» Task brief
Among the lines of the listing below, count those with the string "dead". Give the number and no commentary.

[Start of section]

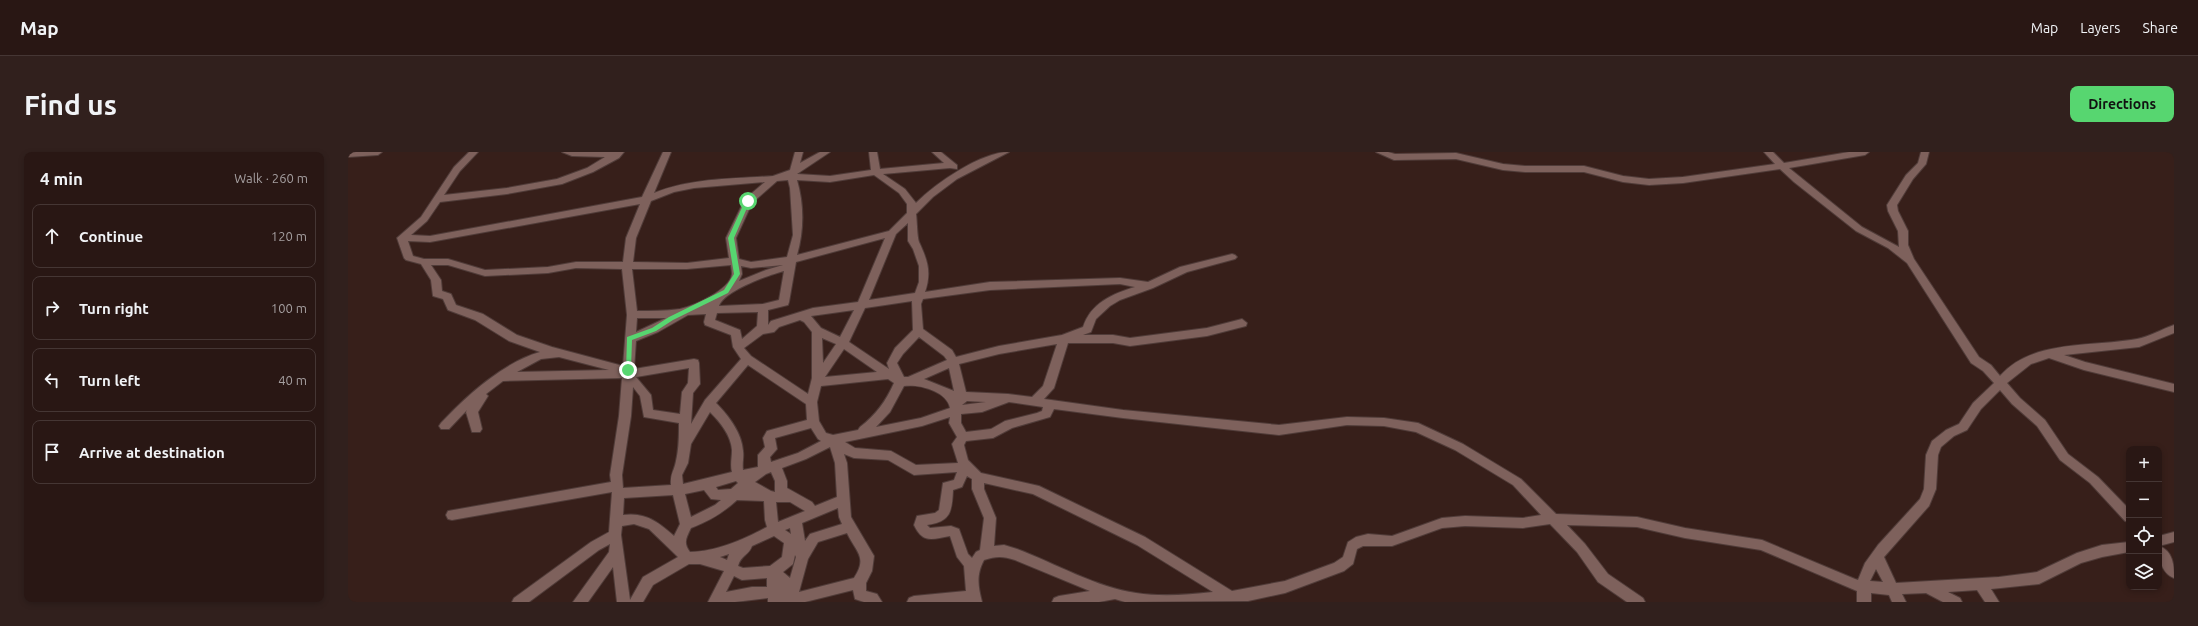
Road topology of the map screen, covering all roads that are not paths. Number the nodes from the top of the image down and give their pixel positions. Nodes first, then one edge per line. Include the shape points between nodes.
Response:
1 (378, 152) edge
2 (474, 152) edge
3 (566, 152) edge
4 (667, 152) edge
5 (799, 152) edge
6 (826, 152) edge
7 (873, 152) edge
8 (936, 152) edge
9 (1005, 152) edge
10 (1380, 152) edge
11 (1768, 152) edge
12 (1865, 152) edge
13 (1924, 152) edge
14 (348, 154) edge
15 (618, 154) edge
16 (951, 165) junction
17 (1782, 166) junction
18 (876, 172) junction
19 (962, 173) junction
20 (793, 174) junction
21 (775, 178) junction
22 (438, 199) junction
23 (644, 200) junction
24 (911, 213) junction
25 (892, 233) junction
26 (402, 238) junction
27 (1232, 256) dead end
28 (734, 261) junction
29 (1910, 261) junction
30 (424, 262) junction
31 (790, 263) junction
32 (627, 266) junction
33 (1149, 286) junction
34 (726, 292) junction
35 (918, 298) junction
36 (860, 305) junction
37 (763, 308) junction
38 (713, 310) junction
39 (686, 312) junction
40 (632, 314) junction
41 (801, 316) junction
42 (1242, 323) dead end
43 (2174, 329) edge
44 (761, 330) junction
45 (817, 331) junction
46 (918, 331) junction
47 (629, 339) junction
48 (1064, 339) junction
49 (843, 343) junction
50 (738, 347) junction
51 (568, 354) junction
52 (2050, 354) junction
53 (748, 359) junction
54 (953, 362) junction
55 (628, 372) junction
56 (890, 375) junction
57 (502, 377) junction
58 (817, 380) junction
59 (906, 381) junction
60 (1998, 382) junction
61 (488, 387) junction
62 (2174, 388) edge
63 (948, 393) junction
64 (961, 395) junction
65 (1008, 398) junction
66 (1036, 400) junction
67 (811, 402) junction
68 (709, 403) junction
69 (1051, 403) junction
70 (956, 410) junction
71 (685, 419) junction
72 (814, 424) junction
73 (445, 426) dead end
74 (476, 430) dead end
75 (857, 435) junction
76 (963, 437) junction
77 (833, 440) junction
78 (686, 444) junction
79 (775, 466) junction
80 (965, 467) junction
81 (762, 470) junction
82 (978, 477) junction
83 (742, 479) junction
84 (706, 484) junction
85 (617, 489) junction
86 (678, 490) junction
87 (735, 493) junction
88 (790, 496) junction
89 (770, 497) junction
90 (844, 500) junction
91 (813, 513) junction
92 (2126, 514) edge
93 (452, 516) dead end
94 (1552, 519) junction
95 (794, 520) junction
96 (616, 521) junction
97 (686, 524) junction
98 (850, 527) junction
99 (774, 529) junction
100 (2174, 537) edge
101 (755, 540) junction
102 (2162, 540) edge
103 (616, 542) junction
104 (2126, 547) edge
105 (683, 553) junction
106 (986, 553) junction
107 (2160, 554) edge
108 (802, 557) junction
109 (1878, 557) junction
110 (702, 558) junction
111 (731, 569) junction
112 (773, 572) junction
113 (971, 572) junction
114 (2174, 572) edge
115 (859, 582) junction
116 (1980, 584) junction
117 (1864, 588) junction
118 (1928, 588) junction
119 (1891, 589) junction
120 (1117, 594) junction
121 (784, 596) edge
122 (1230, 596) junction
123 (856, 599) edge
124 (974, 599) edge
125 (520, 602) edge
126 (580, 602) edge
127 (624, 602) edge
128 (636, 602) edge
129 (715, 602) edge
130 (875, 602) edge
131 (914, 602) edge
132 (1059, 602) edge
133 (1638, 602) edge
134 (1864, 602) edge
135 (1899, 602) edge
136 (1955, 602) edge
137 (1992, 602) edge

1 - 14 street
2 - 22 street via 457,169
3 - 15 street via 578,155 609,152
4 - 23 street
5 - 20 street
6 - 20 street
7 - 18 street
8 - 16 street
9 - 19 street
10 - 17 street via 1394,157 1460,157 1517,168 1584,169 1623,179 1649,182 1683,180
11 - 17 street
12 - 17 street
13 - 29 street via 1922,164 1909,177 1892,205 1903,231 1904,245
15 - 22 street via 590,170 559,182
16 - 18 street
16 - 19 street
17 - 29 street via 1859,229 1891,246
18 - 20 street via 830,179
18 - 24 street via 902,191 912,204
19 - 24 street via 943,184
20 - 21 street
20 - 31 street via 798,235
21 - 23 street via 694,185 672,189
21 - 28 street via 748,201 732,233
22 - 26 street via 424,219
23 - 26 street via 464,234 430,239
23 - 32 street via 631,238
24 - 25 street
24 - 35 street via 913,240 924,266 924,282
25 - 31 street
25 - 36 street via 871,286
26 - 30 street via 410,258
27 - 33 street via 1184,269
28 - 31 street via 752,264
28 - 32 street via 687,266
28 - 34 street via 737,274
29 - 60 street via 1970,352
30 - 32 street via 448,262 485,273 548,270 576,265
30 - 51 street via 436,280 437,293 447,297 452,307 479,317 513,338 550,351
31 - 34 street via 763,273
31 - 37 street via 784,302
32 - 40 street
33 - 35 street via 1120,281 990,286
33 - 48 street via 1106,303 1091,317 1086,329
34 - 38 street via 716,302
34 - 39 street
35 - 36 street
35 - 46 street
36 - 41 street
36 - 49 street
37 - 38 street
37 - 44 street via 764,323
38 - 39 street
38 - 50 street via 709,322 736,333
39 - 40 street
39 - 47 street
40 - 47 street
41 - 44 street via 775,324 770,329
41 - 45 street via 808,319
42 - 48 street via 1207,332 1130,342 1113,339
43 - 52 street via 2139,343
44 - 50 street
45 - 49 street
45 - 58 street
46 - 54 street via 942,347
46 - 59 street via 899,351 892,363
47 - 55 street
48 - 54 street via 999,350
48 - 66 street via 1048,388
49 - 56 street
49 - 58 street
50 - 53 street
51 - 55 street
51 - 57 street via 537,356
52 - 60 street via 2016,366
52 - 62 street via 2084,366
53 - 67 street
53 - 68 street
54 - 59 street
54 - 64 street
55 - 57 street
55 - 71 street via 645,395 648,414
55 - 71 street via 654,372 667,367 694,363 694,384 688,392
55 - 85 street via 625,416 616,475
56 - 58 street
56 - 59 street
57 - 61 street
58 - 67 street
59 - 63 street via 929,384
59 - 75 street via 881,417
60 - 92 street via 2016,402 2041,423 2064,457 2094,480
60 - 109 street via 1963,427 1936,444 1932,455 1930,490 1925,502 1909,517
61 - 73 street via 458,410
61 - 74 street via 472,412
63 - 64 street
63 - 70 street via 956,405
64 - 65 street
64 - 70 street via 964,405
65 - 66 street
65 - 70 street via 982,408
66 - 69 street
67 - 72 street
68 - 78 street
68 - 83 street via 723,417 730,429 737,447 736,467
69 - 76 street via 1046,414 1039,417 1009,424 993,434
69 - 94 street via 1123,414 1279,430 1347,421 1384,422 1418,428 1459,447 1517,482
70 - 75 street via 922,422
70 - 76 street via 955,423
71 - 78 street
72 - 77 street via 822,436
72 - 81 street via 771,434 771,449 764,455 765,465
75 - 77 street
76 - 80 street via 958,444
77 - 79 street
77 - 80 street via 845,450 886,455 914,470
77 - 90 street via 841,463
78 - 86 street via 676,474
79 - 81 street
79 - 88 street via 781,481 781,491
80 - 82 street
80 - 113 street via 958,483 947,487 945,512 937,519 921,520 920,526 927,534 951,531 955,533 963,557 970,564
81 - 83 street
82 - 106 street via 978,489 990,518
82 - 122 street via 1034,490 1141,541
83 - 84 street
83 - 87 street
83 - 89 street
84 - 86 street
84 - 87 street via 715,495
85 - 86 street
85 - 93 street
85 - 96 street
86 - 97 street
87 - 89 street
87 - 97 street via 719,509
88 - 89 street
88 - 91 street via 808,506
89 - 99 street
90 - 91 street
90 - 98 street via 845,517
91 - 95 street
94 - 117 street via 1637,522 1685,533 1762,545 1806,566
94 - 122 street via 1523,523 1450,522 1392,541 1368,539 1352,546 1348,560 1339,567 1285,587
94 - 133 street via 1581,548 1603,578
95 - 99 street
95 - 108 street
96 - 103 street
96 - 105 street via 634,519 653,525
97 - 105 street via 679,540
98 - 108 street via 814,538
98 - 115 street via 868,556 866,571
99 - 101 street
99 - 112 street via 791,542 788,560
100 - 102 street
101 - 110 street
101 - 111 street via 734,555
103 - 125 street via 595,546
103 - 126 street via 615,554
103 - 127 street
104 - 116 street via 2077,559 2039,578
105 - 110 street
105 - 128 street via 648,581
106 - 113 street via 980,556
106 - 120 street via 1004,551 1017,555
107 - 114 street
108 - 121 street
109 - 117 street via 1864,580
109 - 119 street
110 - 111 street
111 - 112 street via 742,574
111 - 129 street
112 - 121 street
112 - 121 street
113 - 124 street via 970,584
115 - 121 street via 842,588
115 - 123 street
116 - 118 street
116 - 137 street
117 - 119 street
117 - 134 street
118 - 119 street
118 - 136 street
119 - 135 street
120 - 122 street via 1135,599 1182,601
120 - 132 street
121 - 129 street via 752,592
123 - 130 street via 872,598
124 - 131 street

[End of section]

» Reply
5